It’s been a big year for Philadelphia-based rockers Restorations: a new album, LP2, a summer tour with The Menzingers, and now, a coast-to-coast fall tour as a headlining act. However, while the band has gained enough attention to field invites to festivals as diverse as Fest and Made In America, their current focus seems to be just keeping up their momentum. After the band’s September 18th show at Angry Mom Records in Ithaca, frontman Jon Loudon sat down for a Q&A to discuss Restorations’ busy year, laid-back approach and loyalty to their DIY roots in the face of growing recognition.
KM:What has it been like to transition from sticking around Philly to touring nationally?
JL: Really fun. We don’t really know what to expect anywhere we go, and it’s been kind of all over the place, from really overwhelmingly awesome to kind of strange and leading to good stories. We did a little bit of touring last year, then we went to Australia last year, and that was like the big point at which we were like, oh shit, we should do this more! It was a really good time. We did a tour with our friends The Menzingers, where it’s really big and everyone knows what’s going on and they all sing along, and then it’s kind of strange.
KM: What’s strange about that?
JL: Sometimes we’d play a VFW hall show to 10 people and it was weird, and [now] we’ll go out and see people who actually like us—it’s kind of neat, people have come out of the woodwork and offered to help us out with shows and take care of us, and a lot of this is so disconnected from what we used to do. It’s an interesting time. It’s exciting. We’re finding out a lot about how things are outside of Philadelphia.

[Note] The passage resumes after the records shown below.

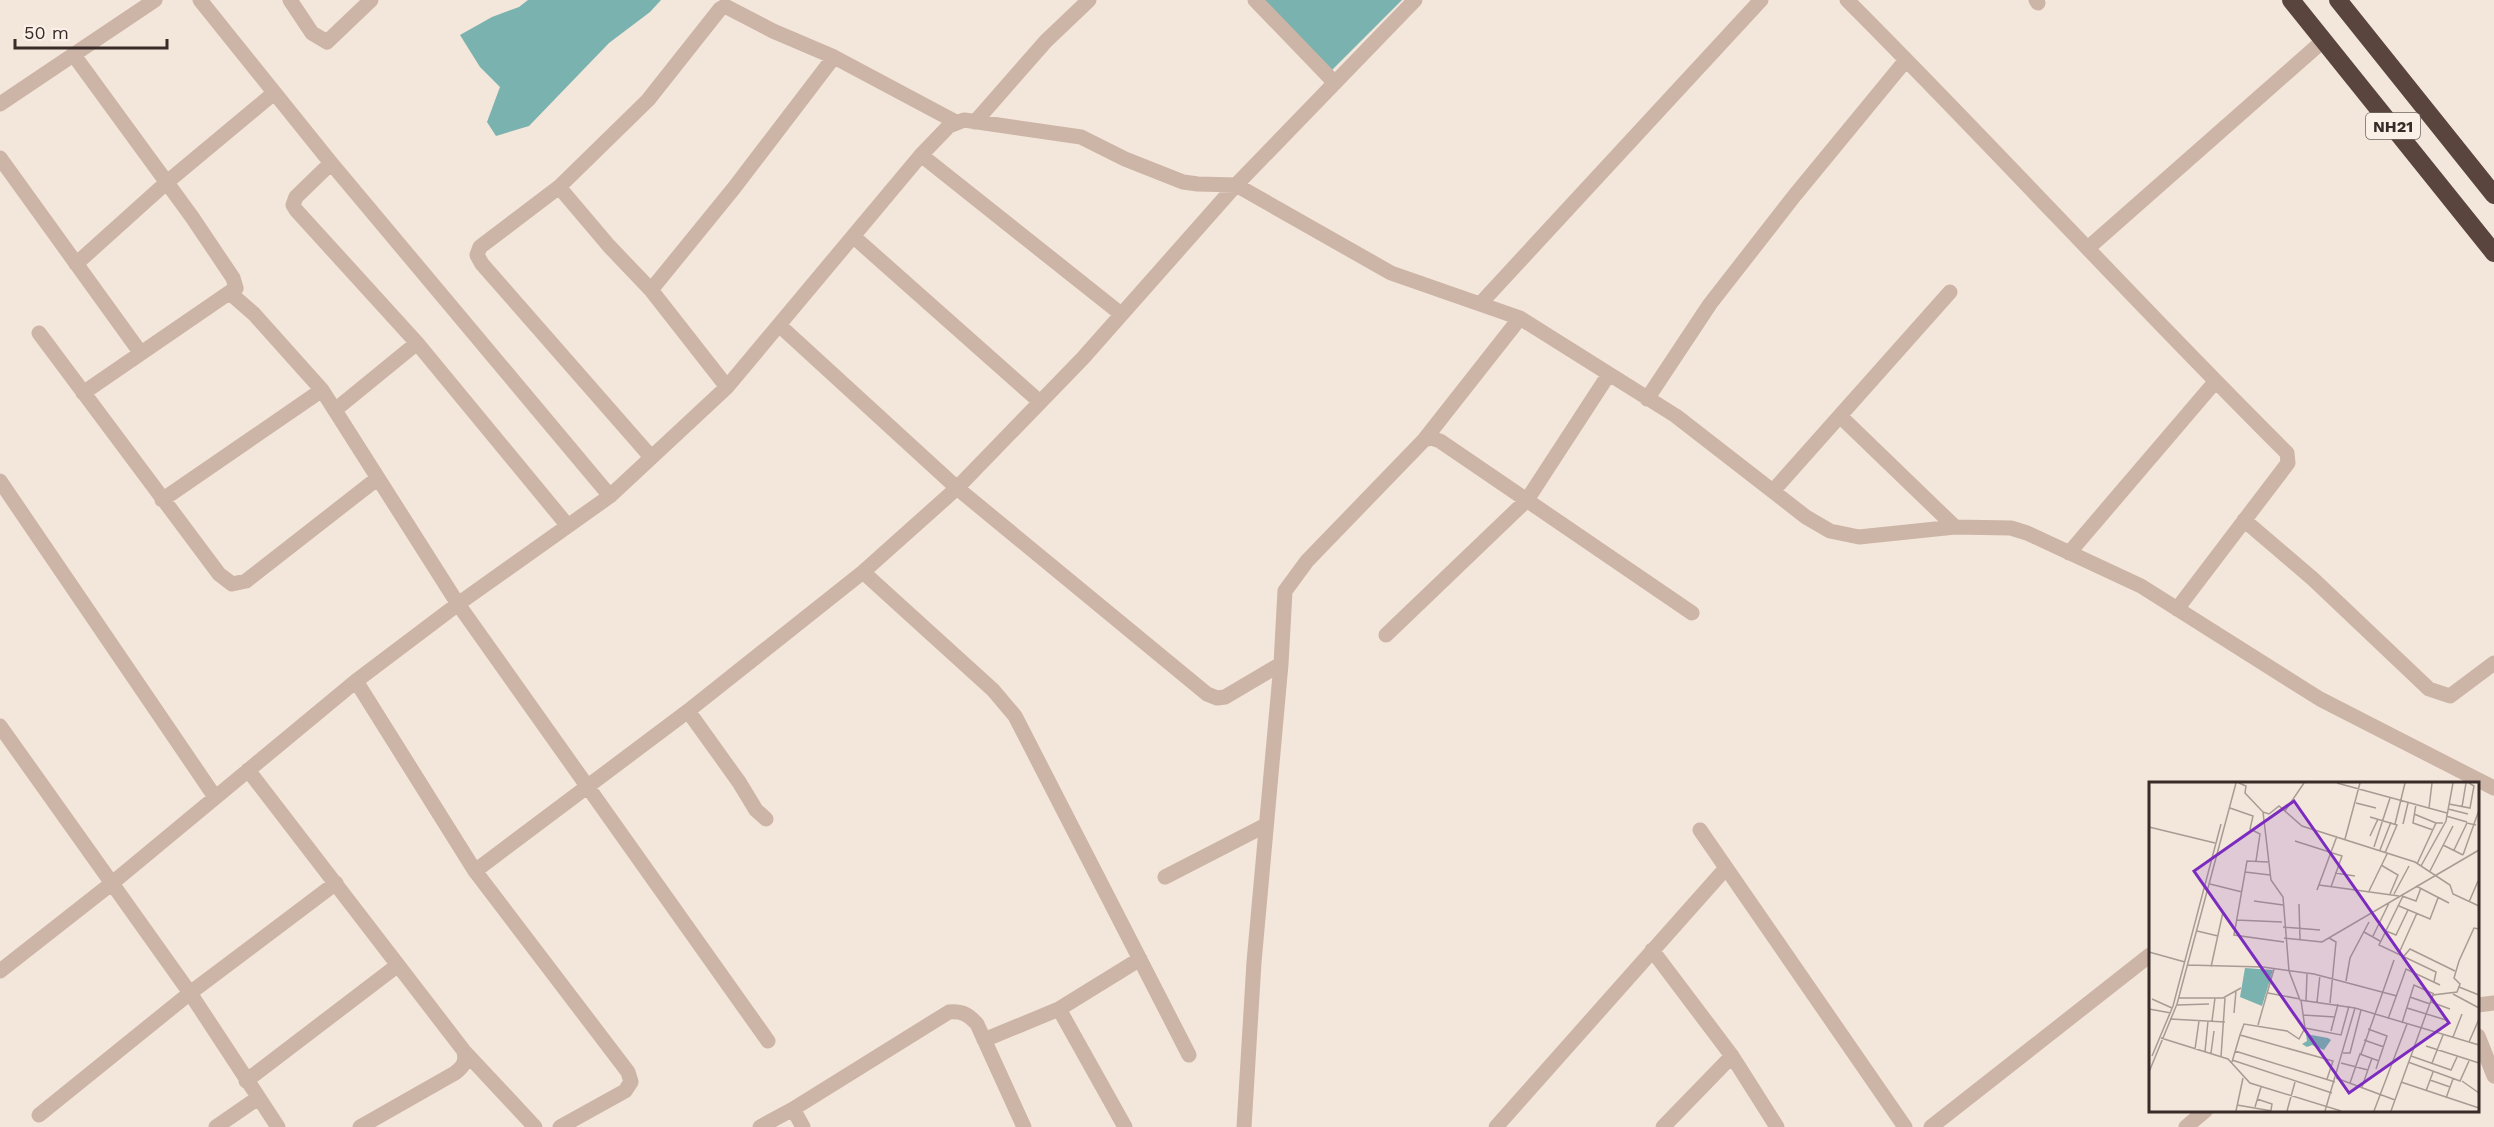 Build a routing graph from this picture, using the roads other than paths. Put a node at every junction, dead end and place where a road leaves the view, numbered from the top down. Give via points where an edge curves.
1 (155, 0) edge
2 (200, 0) edge
3 (290, 0) edge
4 (371, 0) edge
5 (1089, 0) edge
6 (1255, 0) edge
7 (1415, 0) edge
8 (1761, 0) edge
9 (1847, 0) edge
10 (2291, 0) edge
11 (2338, 0) edge
12 (716, 4) edge
13 (2324, 40) junction
14 (74, 54) junction
15 (834, 57) junction
16 (1906, 60) junction
17 (1335, 83) junction
18 (274, 93) junction
19 (0, 104) edge
20 (956, 122) junction
21 (975, 122) junction
22 (921, 155) junction
23 (0, 158) edge
24 (331, 163) junction
25 (166, 183) junction
26 (1236, 185) junction
27 (559, 186) junction
28 (2494, 195) edge
29 (854, 237) junction
30 (2088, 248) junction
31 (2494, 253) edge
32 (76, 264) junction
33 (651, 290) junction
34 (1950, 292) dead end
35 (230, 293) junction
36 (1480, 304) junction
37 (1121, 314) junction
38 (1520, 318) junction
39 (780, 325) junction
40 (39, 333) dead end
41 (417, 343) junction
42 (140, 352) junction
43 (1609, 374) junction
44 (2215, 381) junction
45 (727, 387) junction
46 (322, 390) junction
47 (83, 393) junction
48 (1647, 399) junction
49 (1040, 402) junction
50 (335, 410) junction
51 (1840, 416) junction
52 (1424, 440) junction
53 (651, 457) junction
54 (378, 478) junction
55 (0, 481) edge
56 (957, 488) junction
57 (1773, 491) junction
58 (610, 496) junction
59 (162, 500) junction
60 (1527, 500) junction
61 (2244, 520) junction
62 (568, 525) junction
63 (1955, 527) junction
64 (2069, 553) junction
65 (862, 572) junction
66 (458, 604) junction
67 (2177, 609) junction
68 (1692, 613) dead end
69 (1386, 635) dead end
70 (2494, 663) edge
71 (1281, 664) junction
72 (356, 681) junction
73 (688, 711) junction
74 (0, 726) edge
75 (248, 770) junction
76 (588, 786) junction
77 (2494, 788) edge
78 (216, 797) junction
79 (766, 819) dead end
80 (1266, 825) junction
81 (1700, 830) dead end
82 (1726, 868) junction
83 (475, 871) junction
84 (1165, 877) dead end
85 (336, 883) junction
86 (111, 884) junction
87 (1652, 950) junction
88 (2149, 957) edge
89 (1140, 959) junction
90 (398, 964) junction
91 (0, 971) edge
92 (189, 993) junction
93 (2494, 1003) edge
94 (2479, 1005) edge
95 (1059, 1009) junction
96 (2479, 1038) edge
97 (984, 1040) junction
98 (768, 1041) dead end
99 (464, 1051) junction
100 (1190, 1054) dead end
101 (1732, 1056) junction
102 (2494, 1076) edge
103 (246, 1082) junction
104 (258, 1098) junction
105 (793, 1109) junction
106 (2204, 1112) edge
107 (39, 1115) dead end
108 (216, 1127) edge
109 (278, 1127) edge
110 (360, 1127) edge
111 (535, 1127) edge
112 (560, 1127) edge
113 (760, 1127) edge
114 (803, 1127) edge
115 (1024, 1127) edge
116 (1125, 1127) edge
117 (1244, 1127) edge
118 (1496, 1127) edge
119 (1664, 1127) edge
120 (1778, 1127) edge
121 (1905, 1127) edge
122 (1931, 1127) edge
123 (2186, 1127) edge

1 - 14 street
2 - 18 street
3 - 4 street via 312,33 327,42
5 - 21 street via 1046,41
6 - 17 street
7 - 17 street
8 - 36 street
9 - 16 street
10 - 13 highway, NH21
11 - 28 highway, NH21
12 - 15 street
12 - 27 street via 648,99
13 - 30 street
13 - 31 highway, NH21
14 - 19 street
14 - 25 street
15 - 20 street
15 - 33 street
16 - 30 street
16 - 48 street via 1710,304
17 - 26 street
18 - 24 street
18 - 25 street
20 - 21 street
20 - 22 street
21 - 26 street via 1081,137 1183,182
22 - 29 street
22 - 37 street
23 - 32 street
24 - 41 street via 296,196 293,205
24 - 58 street
25 - 32 street
25 - 35 street via 232,278 236,288
26 - 36 street via 1391,273
26 - 37 street
27 - 33 street
27 - 53 street via 480,247 477,255
29 - 39 street
29 - 49 street
30 - 44 street
32 - 42 street
33 - 45 street
34 - 51 street
35 - 42 street
35 - 46 street
36 - 38 street
37 - 49 street
38 - 43 street
38 - 52 street
39 - 45 street
39 - 56 street
40 - 47 street
41 - 50 street
41 - 62 street
42 - 47 street
43 - 48 street
43 - 60 street
44 - 61 street via 2289,458
44 - 64 street
45 - 53 street
46 - 50 street
46 - 59 street
47 - 59 street
48 - 57 street via 1676,416
49 - 56 street
50 - 54 street
51 - 57 street
51 - 63 street
52 - 60 street via 1440,441
52 - 71 street via 1288,583
53 - 58 street
54 - 59 street via 240,583 232,584 219,574
54 - 66 street
55 - 78 street
56 - 65 street
56 - 71 street via 1207,694 1225,697
57 - 63 street via 1830,531 1858,537
58 - 62 street
60 - 68 street
60 - 69 street
61 - 67 street
61 - 70 street via 2429,689 2450,696
62 - 66 street
63 - 64 street via 2011,528
64 - 67 street via 2141,586
65 - 73 street
65 - 89 street via 993,690 1015,716
66 - 72 street
66 - 76 street
67 - 77 street via 2320,699
71 - 80 street
72 - 75 street
72 - 83 street
73 - 76 street
73 - 79 street
74 - 86 street
75 - 78 street
75 - 85 street
76 - 83 street
76 - 98 street
78 - 86 street
80 - 84 street
80 - 117 street
81 - 82 street
82 - 87 street
82 - 121 street
83 - 112 street via 628,1072 631,1082 625,1091
85 - 90 street
85 - 92 street
86 - 91 street
86 - 92 street
87 - 101 street
87 - 118 street
88 - 122 street
89 - 95 street
89 - 100 street
90 - 99 street
90 - 103 street
92 - 103 street
92 - 107 street
93 - 94 street
95 - 97 street
95 - 116 street
96 - 102 street
97 - 105 street via 970,1016 960,1011 949,1012
97 - 115 street
99 - 110 street via 464,1066 455,1073
99 - 111 street
101 - 119 street
101 - 120 street
103 - 104 street
104 - 108 street
104 - 109 street
105 - 113 street
105 - 114 street
106 - 123 street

KM: Do any moments stand out in your mind from the past year?
JL: We went to Australia—getting to go to Australia was a big one. And they asked us! There was a record label over there, and they said ‘hey, we’re doing this festival in September, and if you’re interested you guys should come. We’ll book a tour for you and it’ll be a good time. You won’t make a million dollars, but you’ll get to see some shit’. And we talked it over and it just kind of worked out really nicely. Probably one of the best tours we’ve ever done. Coming back from that and doing Fest was really big, it was a huge crazy show last year, and the little weekends we’ve done around that have been pretty good too. But those two were the big ones.
KM: How would you describe the sound that you guys are shooting for when you start writing songs?
JL: It’s whatever happens. We’re never aiming for anything, ever. It’s, one of us will come in with a calmer, quieter idea, a chord progression or a riff or something, and because there are so many of us and our amps are so loud, it just becomes this distorted version of something very quiet. Folk songs, or more traditional rock and roll or quieter indie rock, just put through this filter of loud amps and big drums and lots of vocals. That’s our trick, just putting our filter on whatever. We write as a group, everybody writes, everybody contributes, there’s lots of back and forth. It’s whatever sounds good. So we write a whole bunch and start to sound like some of those things don’t fit, and we’ll just be like ‘no, no, no, no’ until we find something, and then we put it together and call it a record. That’s why our records are so short. We usually throw out all of our songs.
KM: Restorations recently made AbsolutePunk’s 2013 Absolute 100 list. What did that recognition mean for you guys?
JL: AbsolutePunk is kind of this weird, tangential thing off of what I feel like we do and the bands we usually play with. I feel like we usually play with a little bit heavier bands, but the fact that they like us, it’s awesome. Really, this is one of those things where you start to see places that you don’t normally expect or associate with directly that just say ‘hey, you guys keep this up!’ and we’re like, ‘hey, how did you hear about us? What’s going on?’
KM: There aren’t too many punk bands that can say that they’ve played a music festival headlined by Beyoncé. What was Made In America like?
JL: It was really bizarre. It was just crazy. It’s a really long story, but it was a really good change of pace to play something big and goofy that we totally don’t belong on. Nobody that listens to our band went to that in Philly. It wasn’t like ‘oh, cool, Restorations is playing, we’ll pay a hundred dollars a ticket and go.’ But it was really cool to wrap up a set where the whole time we were playing there were skateboarders behind us, just smashing their skateboards on the ramp to the beat of the music. And as soon as we’re done, Public Enemy starts playing. We all just turned around and were like, are you kidding me? Really?
It’s one of those things where it’s a pretty odd situation. All the things you can imagine would be shitty about playing a giant corporate festival run by Jay-Z and Budweisr… it was all of those things. But then imagine all the things that would be awesome about playing a big giant festival run by Jay-Z and Budweiser.
It was just this surreal experience. And we were the only band from Philly that was asked to play, so that was really cool.
Again, there’s a lot of politics involved and it’s just one of those things where you’re kind of like, ‘let’s just do it.’ It’s cool because it seems like everyone knows our politics, knows our aesthetic. And they gave us maybe more of a pass than we deserved for playing that. But it was cool. It was interesting. It was wild.